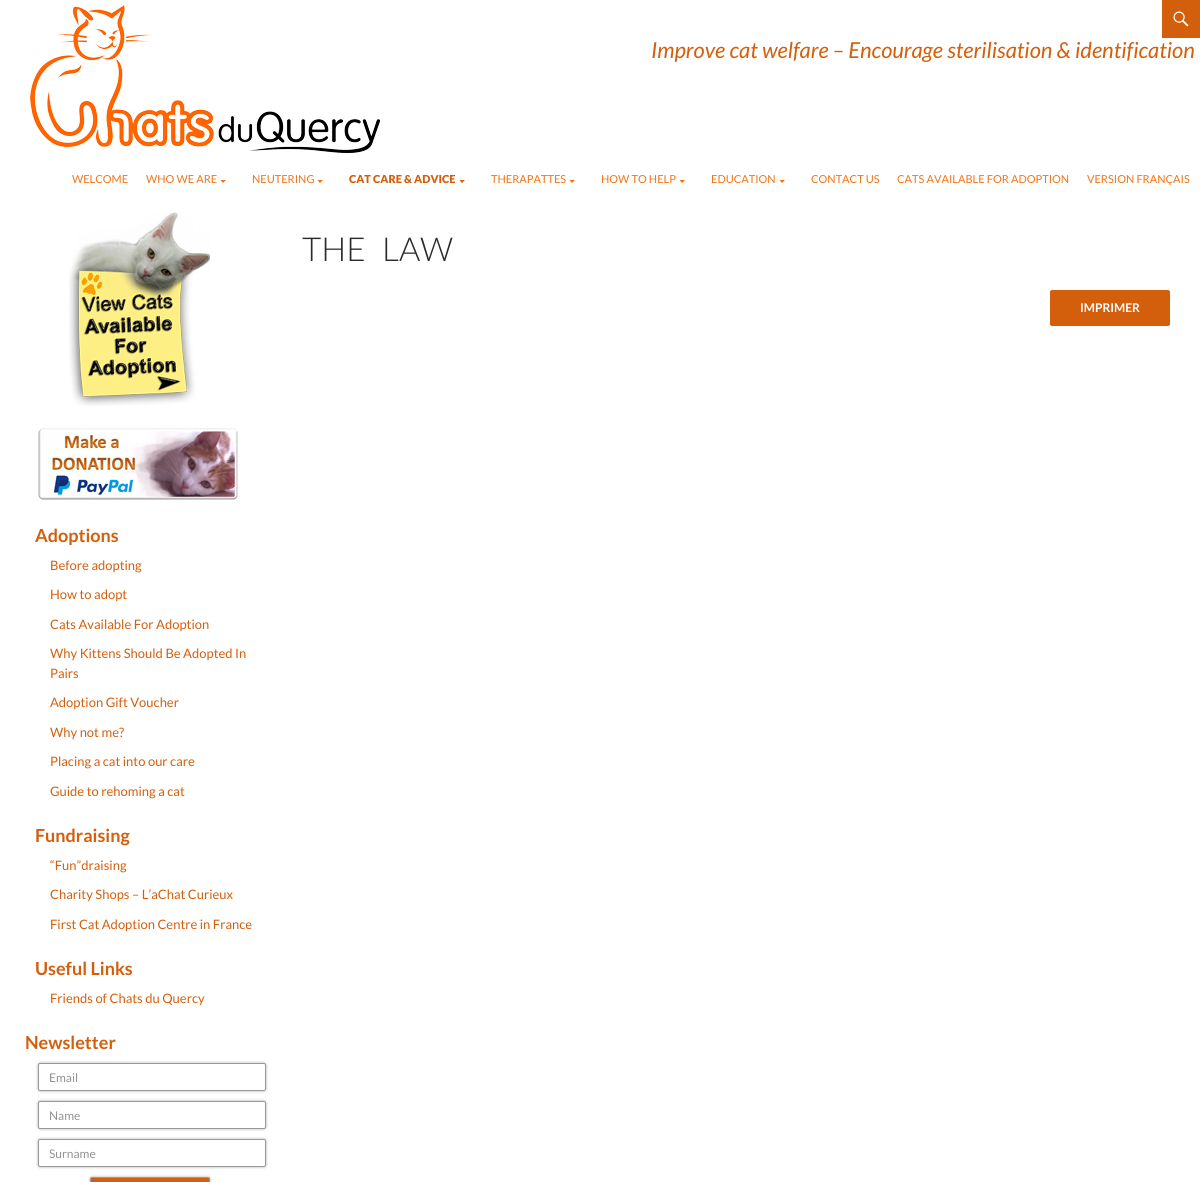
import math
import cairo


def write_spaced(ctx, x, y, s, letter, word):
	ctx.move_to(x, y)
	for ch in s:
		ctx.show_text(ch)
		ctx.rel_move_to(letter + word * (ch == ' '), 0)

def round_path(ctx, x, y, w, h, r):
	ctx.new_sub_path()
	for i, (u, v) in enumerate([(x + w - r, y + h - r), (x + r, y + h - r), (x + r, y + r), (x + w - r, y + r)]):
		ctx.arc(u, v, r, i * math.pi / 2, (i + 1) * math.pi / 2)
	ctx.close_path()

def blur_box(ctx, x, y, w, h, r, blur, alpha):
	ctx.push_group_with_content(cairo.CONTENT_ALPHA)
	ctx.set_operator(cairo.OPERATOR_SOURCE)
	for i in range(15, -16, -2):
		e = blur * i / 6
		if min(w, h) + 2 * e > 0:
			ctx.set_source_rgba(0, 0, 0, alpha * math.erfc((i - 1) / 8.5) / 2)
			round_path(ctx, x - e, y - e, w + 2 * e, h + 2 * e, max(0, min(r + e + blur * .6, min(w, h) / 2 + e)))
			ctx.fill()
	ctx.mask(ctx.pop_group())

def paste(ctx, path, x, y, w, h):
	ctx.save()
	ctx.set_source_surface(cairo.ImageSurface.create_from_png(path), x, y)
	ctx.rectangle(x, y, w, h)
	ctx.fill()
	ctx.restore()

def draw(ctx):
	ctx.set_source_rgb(1, 1, 1)
	ctx.paint()
	paste(ctx, 'media/1.png', 30, 5, 350, 148)
	ctx.set_source_rgb(0.827, 0.373, 0.047)
	ctx.rectangle(1162, 0, 38, 38)
	ctx.fill()
	paste(ctx, 'media/2.png', 1173, 11, 16, 16)
	ctx.select_font_face('Lato', cairo.FONT_SLANT_ITALIC)
	ctx.set_font_size(22)
	ctx.move_to(651, 58)
	ctx.show_text('Improve cat welfare – Encourage sterilisation & identification')
	ctx.select_font_face('Lato')
	ctx.set_font_size(11)
	ctx.set_source_rgb(0.945, 0.455, 0.086)
	ctx.move_to(72, 183)
	ctx.show_text('WELCOME')
	ctx.move_to(146, 183)
	ctx.show_text('WHO WE ARE')
	ctx.new_path()
	ctx.move_to(220.5, 180)
	ctx.line_to(223, 183)
	ctx.line_to(226, 180)
	ctx.close_path()
	ctx.fill()
	ctx.move_to(252, 183)
	ctx.show_text('NEUTERING')
	ctx.new_path()
	ctx.move_to(317.5, 180)
	ctx.line_to(320, 183)
	ctx.line_to(323, 180)
	ctx.close_path()
	ctx.fill()
	ctx.select_font_face('Lato Black')
	ctx.set_source_rgb(0.827, 0.373, 0.047)
	ctx.move_to(349, 183)
	ctx.show_text('CAT CARE & ADVICE')
	ctx.new_path()
	ctx.move_to(459.5, 180)
	ctx.line_to(462, 183)
	ctx.line_to(465, 180)
	ctx.close_path()
	ctx.fill()
	ctx.select_font_face('Lato')
	ctx.set_source_rgb(0.945, 0.455, 0.086)
	ctx.move_to(491, 183)
	ctx.show_text('THERAPATTES')
	ctx.new_path()
	ctx.move_to(569.5, 180)
	ctx.line_to(572, 183)
	ctx.line_to(575, 180)
	ctx.close_path()
	ctx.fill()
	ctx.move_to(601, 183)
	ctx.show_text('HOW TO HELP')
	ctx.new_path()
	ctx.move_to(679.5, 180)
	ctx.line_to(682, 183)
	ctx.line_to(685, 180)
	ctx.close_path()
	ctx.fill()
	ctx.move_to(711, 183)
	ctx.show_text('EDUCATION')
	ctx.new_path()
	ctx.move_to(779.5, 180)
	ctx.line_to(782, 183)
	ctx.line_to(785, 180)
	ctx.close_path()
	ctx.fill()
	for x, y, s in [
		(811, 183, 'CONTACT US'),
		(897, 183, 'CATS AVAILABLE FOR ADOPTION'),
		(1087, 183, 'VERSION FRANÇAIS'),
	]:
		ctx.move_to(x, y)
		ctx.show_text(s)
	ctx.select_font_face('Lato Light')
	ctx.set_font_size(33)
	ctx.set_source_rgb(0.169, 0.169, 0.169)
	write_spaced(ctx, 302, 261, 'THE LAW', 0, 10)
	ctx.set_source_rgb(0.827, 0.373, 0.047)
	round_path(ctx, 1050, 290, 120, 36, 2)
	ctx.fill()
	ctx.select_font_face('Lato', cairo.FONT_SLANT_NORMAL, cairo.FONT_WEIGHT_BOLD)
	ctx.set_font_size(12)
	ctx.set_source_rgb(1, 1, 1)
	ctx.move_to(1080, 312)
	ctx.show_text('IMPRIMER')
	paste(ctx, 'media/3.png', 69, 212, 141, 194)
	paste(ctx, 'media/4.png', 38, 428, 200, 72)
	ctx.set_font_size(18)
	ctx.set_source_rgb(0.827, 0.373, 0.047)
	ctx.move_to(35, 542)
	ctx.show_text('Adoptions')
	ctx.select_font_face('Lato')
	ctx.set_font_size(13)
	for x, y, s in [
		(50, 570, 'Before adopting'),
		(50, 599, 'How to adopt'),
		(50, 629, 'Cats Available For Adoption'),
		(50, 658, 'Why Kittens Should Be Adopted In'),
		(50, 678, 'Pairs'),
		(50, 707, 'Adoption Gift Voucher'),
		(50, 737, 'Why not me?'),
		(50, 766, 'Placing a cat into our care'),
		(50, 796, 'Guide to rehoming a cat'),
	]:
		ctx.move_to(x, y)
		ctx.show_text(s)
	ctx.select_font_face('Lato', cairo.FONT_SLANT_NORMAL, cairo.FONT_WEIGHT_BOLD)
	ctx.set_font_size(18)
	ctx.move_to(35, 842)
	ctx.show_text('Fundraising')
	ctx.select_font_face('Lato')
	ctx.set_font_size(13)
	for x, y, s in [
		(50, 870, '“Fun”draising'),
		(50, 899, 'Charity Shops – L’aChat Curieux'),
		(50, 929, 'First Cat Adoption Centre in France'),
	]:
		ctx.move_to(x, y)
		ctx.show_text(s)
	ctx.select_font_face('Lato', cairo.FONT_SLANT_NORMAL, cairo.FONT_WEIGHT_BOLD)
	ctx.set_font_size(18)
	ctx.move_to(35, 975)
	ctx.show_text('Useful Links')
	ctx.select_font_face('Lato')
	ctx.set_font_size(13)
	ctx.move_to(50, 1003)
	ctx.show_text('Friends of Chats du Quercy')
	ctx.select_font_face('Lato', cairo.FONT_SLANT_NORMAL, cairo.FONT_WEIGHT_BOLD)
	ctx.set_font_size(18)
	ctx.move_to(25, 1049)
	ctx.show_text('Newsletter')
	ctx.set_source_rgb(0, 0, 0)
	blur_box(ctx, 38, 1063, 228, 28, 2, 1.5, 0.3)
	ctx.set_source_rgb(1, 1, 1)
	round_path(ctx, 38.5, 1063.5, 227, 27, 1.5)
	ctx.fill_preserve()
	ctx.set_source_rgb(0.6, 0.6, 0.6)
	ctx.set_line_width(1)
	ctx.stroke()
	ctx.select_font_face('Lato')
	ctx.set_font_size(12)
	ctx.set_source_rgb(0.576, 0.576, 0.576)
	ctx.move_to(49, 1082)
	ctx.show_text('Email')
	ctx.set_source_rgb(0, 0, 0)
	blur_box(ctx, 38, 1101, 228, 28, 2, 1.5, 0.3)
	ctx.set_source_rgb(1, 1, 1)
	round_path(ctx, 38.5, 1101.5, 227, 27, 1.5)
	ctx.fill_preserve()
	ctx.set_source_rgb(0.6, 0.6, 0.6)
	ctx.stroke()
	ctx.set_source_rgb(0.576, 0.576, 0.576)
	ctx.move_to(49, 1120)
	ctx.show_text('Name')
	ctx.set_source_rgb(0, 0, 0)
	blur_box(ctx, 38, 1139, 228, 28, 2, 1.5, 0.3)
	ctx.set_source_rgb(1, 1, 1)
	round_path(ctx, 38.5, 1139.5, 227, 27, 1.5)
	ctx.fill_preserve()
	ctx.set_source_rgb(0.6, 0.6, 0.6)
	ctx.stroke()
	ctx.set_source_rgb(0.576, 0.576, 0.576)
	ctx.move_to(49, 1158)
	ctx.show_text('Surname')
	ctx.set_source_rgb(0, 0, 0)
	blur_box(ctx, 90, 1177, 120, 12, 2, 1.5, 0.3)
	ctx.set_source_rgb(0.827, 0.373, 0.047)
	round_path(ctx, 90.5, 1177.5, 119, 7, 1.5)
	ctx.fill_preserve()
	ctx.set_source_rgb(0.6, 0.6, 0.6)
	ctx.stroke()


surface = cairo.ImageSurface(cairo.FORMAT_RGB24, 1200, 1182)
ctx = cairo.Context(surface)
options = cairo.FontOptions()
options.set_hint_metrics(cairo.HINT_METRICS_OFF)
options.set_hint_style(cairo.HINT_STYLE_NONE)
ctx.set_font_options(options)
ctx.set_miter_limit(4)
draw(ctx)
surface.write_to_png('image.png')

○ ○ ○

Scan the material above for the string "word". Copy each line that holds it.

Response to the task:
def write_spaced(ctx, x, y, s, letter, word):
		ctx.rel_move_to(letter + word * (ch == ' '), 0)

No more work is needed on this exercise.